First, the storage instances that you start are probably not formatted or mounted. To figure out if it is, use the command df -h
This is the disk free command, -h option just shows available free space in your drives. If your storage drives are formatted and mounted, it will show up (as /dev/xvdb).
1. Create a file system on the device using the command below (with the appropriate device name of course)
sudo mkfs -t ext4 /dev/
Note that sudo is necessary for running commands as an administrator, mkfs is make file system, and the -t option is to specify file system type, in this case ext4 (a linux standard).
2. Make the new directory.

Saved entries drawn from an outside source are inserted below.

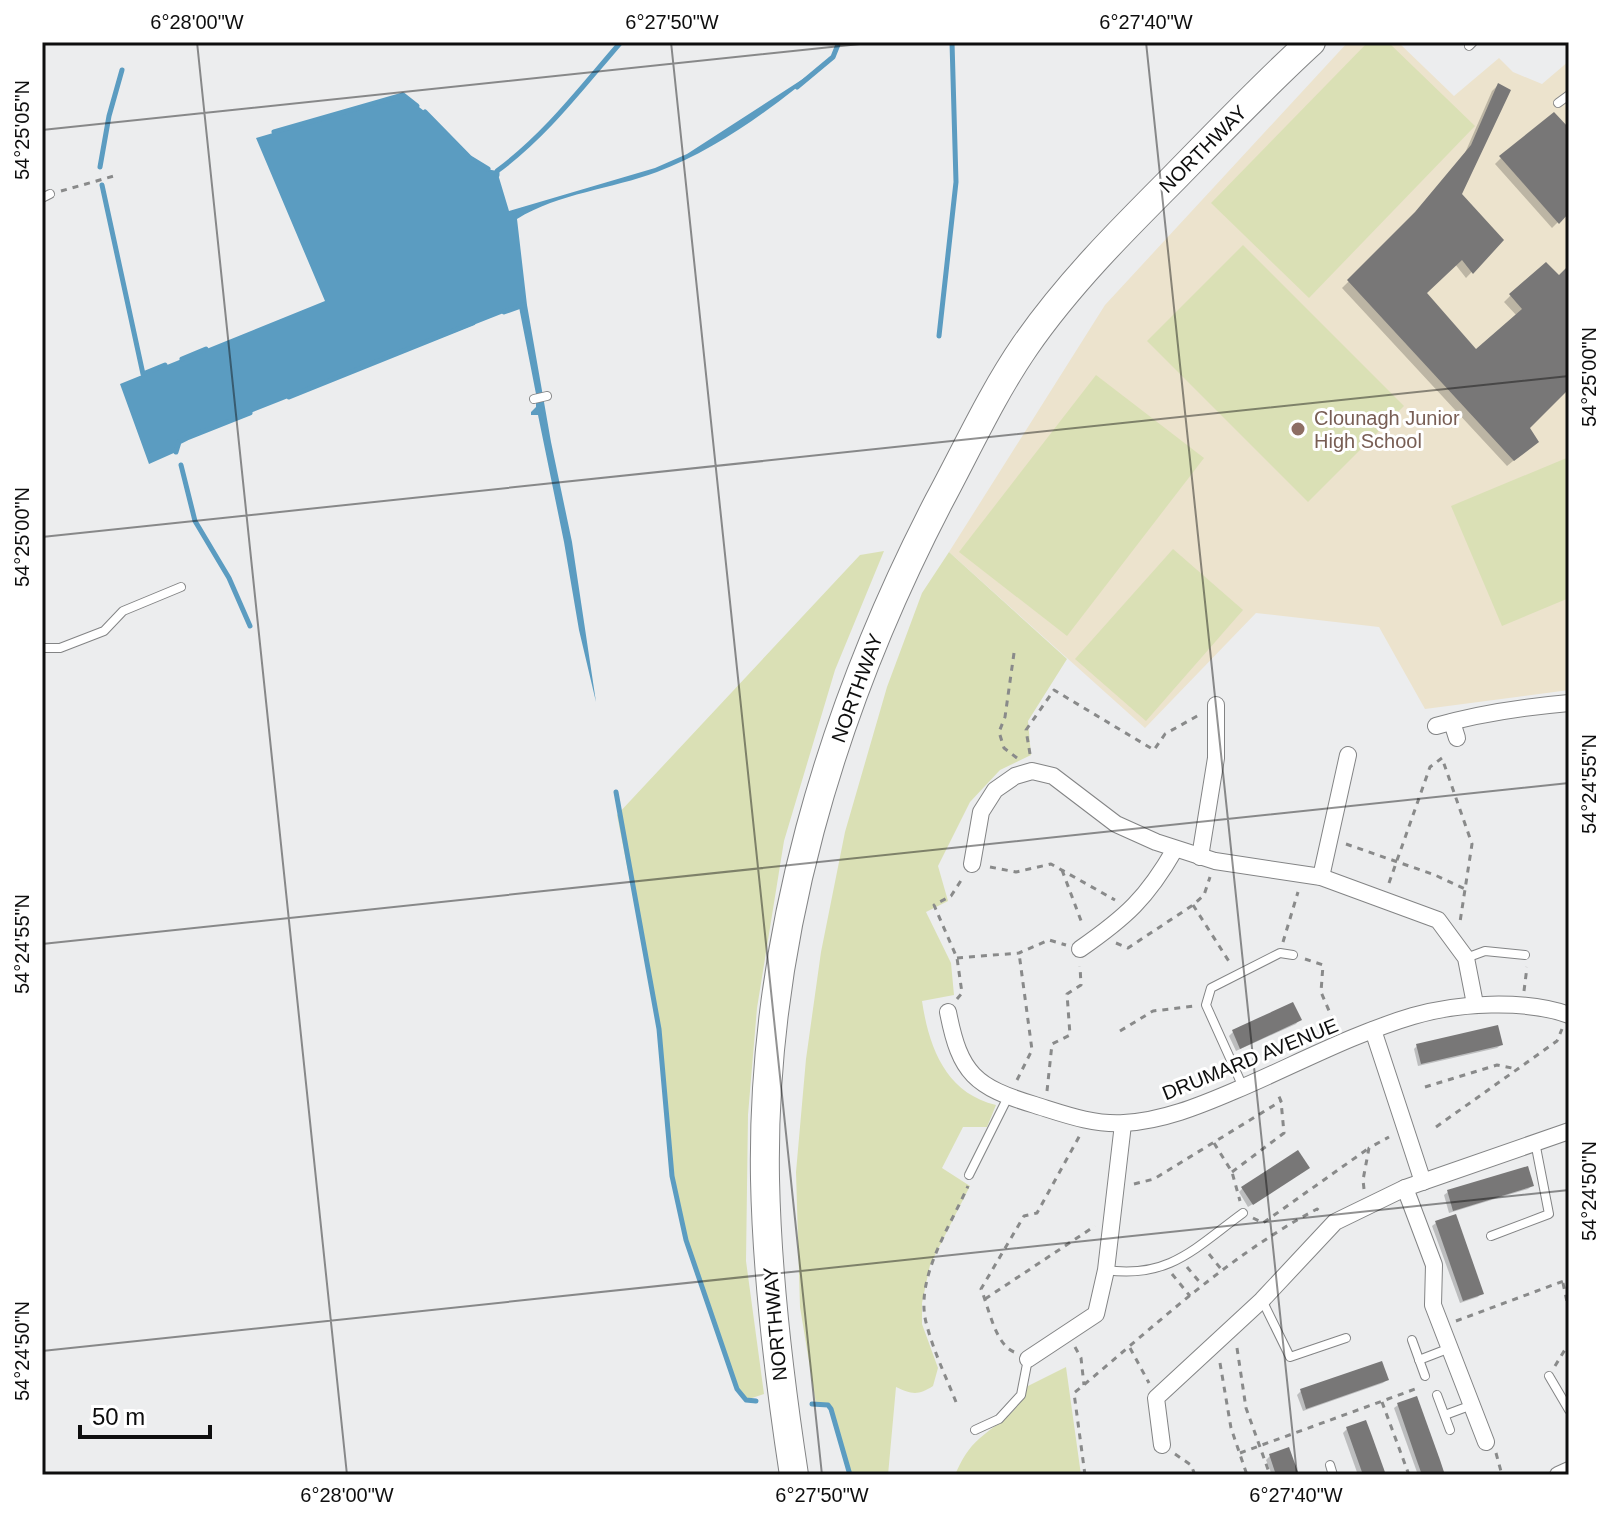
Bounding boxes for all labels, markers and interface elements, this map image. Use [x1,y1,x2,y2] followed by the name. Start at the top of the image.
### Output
[150,11,244,33] text: 6°28'00"W
[625,11,719,33] text: 6°27'50"W
[1099,11,1193,33] text: 6°27'40"W
[11,80,33,180] text: 54°25'05"N
[1155,101,1251,197] street label: NORTHWAY
[1578,327,1600,427] text: 54°25'00"N
[1314,407,1460,452] place label: Clounagh Junior High School
[1289,420,1307,438] marker: Clounagh Junior High School
[11,487,33,587] text: 54°25'00"N
[827,631,887,745] street label: NORTHWAY
[1578,734,1600,834] text: 54°24'55"N
[11,894,33,994] text: 54°24'55"N
[1159,1014,1341,1104] street label: DRUMARD AVENUE
[1578,1141,1600,1241] text: 54°24'50"N
[759,1266,791,1382] street label: NORTHWAY
[11,1301,33,1401] text: 54°24'50"N
[80,1389,210,1439] scale bar
[92,1403,145,1430] text: 50 m
[300,1484,394,1506] text: 6°28'00"W
[775,1484,869,1506] text: 6°27'50"W
[1249,1484,1343,1506] text: 6°27'40"W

Simply mkdir an appropriate destination name as below
sudo mkdir /mnt/data2
3. Mount filesystem to new directory
sudo mount /dev/xvdc /mnt/data2
So now that your storage is mounted (click here for more on this), you’re ready to go right? Not so fast. If you try to make any kind of change to this volume through iPython, you will get an error like:
However, note that if you try to mkdir on the volume in Ubuntu, this is perfectly okay as long as you use sudo mkdir. So the problem is that iPython’s user isn’t granted access, only root has access to make changes on the new device. The user for python/ipython is actually Ubuntu, where we’ve installed Anaconda (see the output to the “top” command below).
To fix this, we can simply change the owner of the mounted drive with the following command:
sudo chown -R ubuntu:ubuntu /mnt/data2
Note that chown is to change owner, the option -R is recursive, so that the subfolders are changed as well.
Now let’s try to mkdir storage without the sudo command…success!
Finally, let’s try to change the folder from iPython NB again..
And there you go. Now you can store away all the things you want from iPythonNB. In our case, we are saving ~ 1 TB of crawled data from the web.